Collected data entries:
►
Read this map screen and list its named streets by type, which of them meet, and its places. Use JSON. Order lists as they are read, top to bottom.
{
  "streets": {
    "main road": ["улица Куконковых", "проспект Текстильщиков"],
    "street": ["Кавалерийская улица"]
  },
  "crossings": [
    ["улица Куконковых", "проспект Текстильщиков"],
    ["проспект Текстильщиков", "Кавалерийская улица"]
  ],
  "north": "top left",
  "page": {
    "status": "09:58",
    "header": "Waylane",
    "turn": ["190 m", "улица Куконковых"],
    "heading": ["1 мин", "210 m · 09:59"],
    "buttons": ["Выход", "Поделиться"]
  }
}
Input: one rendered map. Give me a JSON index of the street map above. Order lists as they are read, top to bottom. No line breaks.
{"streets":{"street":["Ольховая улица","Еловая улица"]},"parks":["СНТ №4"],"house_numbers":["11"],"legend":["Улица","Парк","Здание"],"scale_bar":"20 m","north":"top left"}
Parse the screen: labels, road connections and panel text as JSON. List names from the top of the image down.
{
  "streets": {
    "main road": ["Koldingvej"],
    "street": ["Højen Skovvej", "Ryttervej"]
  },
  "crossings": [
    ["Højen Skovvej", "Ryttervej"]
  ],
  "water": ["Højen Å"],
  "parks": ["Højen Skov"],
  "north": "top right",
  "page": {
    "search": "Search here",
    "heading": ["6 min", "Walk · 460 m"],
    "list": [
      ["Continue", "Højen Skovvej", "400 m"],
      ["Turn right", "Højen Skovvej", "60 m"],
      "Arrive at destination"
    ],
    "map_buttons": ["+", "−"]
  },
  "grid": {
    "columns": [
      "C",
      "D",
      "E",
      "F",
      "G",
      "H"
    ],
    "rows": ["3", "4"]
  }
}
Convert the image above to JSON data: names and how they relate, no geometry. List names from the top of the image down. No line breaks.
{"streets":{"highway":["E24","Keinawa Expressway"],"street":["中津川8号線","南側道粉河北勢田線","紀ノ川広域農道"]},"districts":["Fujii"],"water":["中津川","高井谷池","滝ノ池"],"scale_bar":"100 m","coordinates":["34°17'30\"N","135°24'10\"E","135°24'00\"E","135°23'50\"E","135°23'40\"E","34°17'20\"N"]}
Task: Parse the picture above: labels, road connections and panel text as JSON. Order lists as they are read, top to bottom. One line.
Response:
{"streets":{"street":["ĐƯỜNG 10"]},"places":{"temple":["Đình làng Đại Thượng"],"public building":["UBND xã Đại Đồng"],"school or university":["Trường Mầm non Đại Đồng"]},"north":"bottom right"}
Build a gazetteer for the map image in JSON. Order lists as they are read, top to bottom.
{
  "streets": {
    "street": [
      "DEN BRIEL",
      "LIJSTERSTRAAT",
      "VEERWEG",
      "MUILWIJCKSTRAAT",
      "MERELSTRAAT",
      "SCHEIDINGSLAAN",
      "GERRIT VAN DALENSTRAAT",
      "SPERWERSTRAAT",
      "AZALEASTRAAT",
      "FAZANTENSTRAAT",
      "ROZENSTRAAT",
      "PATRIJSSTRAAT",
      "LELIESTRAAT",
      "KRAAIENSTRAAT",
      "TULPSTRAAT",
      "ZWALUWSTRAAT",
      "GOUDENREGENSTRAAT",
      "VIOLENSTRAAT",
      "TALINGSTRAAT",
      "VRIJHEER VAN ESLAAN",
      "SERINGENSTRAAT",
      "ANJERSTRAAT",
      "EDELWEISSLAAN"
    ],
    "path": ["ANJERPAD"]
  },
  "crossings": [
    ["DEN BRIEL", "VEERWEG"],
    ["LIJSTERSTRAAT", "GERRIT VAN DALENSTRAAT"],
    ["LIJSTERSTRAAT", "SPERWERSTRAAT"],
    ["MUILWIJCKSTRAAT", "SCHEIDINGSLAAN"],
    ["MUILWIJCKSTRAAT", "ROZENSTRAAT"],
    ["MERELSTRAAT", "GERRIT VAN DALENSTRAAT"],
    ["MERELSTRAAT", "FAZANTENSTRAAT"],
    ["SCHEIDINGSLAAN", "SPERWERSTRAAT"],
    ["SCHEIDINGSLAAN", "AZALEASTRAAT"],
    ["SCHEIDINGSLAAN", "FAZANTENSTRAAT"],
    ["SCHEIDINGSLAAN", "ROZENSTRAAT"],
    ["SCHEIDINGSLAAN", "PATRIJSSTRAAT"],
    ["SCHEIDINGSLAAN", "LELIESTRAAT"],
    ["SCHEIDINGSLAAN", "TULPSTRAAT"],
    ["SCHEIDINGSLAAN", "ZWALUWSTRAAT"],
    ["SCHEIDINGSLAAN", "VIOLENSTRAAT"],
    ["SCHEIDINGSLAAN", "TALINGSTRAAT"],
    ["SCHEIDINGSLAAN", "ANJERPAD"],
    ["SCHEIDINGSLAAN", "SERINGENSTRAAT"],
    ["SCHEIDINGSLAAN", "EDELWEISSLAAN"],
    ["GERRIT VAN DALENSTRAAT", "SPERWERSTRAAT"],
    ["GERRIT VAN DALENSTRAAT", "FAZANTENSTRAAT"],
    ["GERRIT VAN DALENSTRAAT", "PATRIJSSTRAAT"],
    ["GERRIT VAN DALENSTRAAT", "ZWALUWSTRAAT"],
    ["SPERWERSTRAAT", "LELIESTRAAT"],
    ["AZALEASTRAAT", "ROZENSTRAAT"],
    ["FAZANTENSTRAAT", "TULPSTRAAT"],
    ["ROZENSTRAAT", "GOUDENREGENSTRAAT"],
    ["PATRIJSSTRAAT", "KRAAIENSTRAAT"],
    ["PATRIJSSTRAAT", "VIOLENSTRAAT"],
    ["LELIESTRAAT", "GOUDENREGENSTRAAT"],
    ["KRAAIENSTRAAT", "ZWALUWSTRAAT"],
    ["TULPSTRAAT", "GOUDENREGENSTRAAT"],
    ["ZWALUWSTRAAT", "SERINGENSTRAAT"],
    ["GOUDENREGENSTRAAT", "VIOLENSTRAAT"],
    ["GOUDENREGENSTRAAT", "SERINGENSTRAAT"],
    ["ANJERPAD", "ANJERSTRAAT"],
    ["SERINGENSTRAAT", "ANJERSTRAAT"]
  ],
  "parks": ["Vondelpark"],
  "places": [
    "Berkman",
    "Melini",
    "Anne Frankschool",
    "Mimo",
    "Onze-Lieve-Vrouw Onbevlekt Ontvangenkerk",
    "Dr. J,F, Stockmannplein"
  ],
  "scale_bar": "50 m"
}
◄
**Assignment:** Match on "right": copy every line in the records that has it.

**Solution for this problem:**
  "north": "top right",
      ["Turn right", "Højen Skovvej", "60 m"],
{"streets":{"street":["ĐƯỜNG 10"]},"places":{"temple":["Đình làng Đại Thượng"],"public building":["UBND xã Đại Đồng"],"school or university":["Trường Mầm non Đại Đồng"]},"north":"bottom right"}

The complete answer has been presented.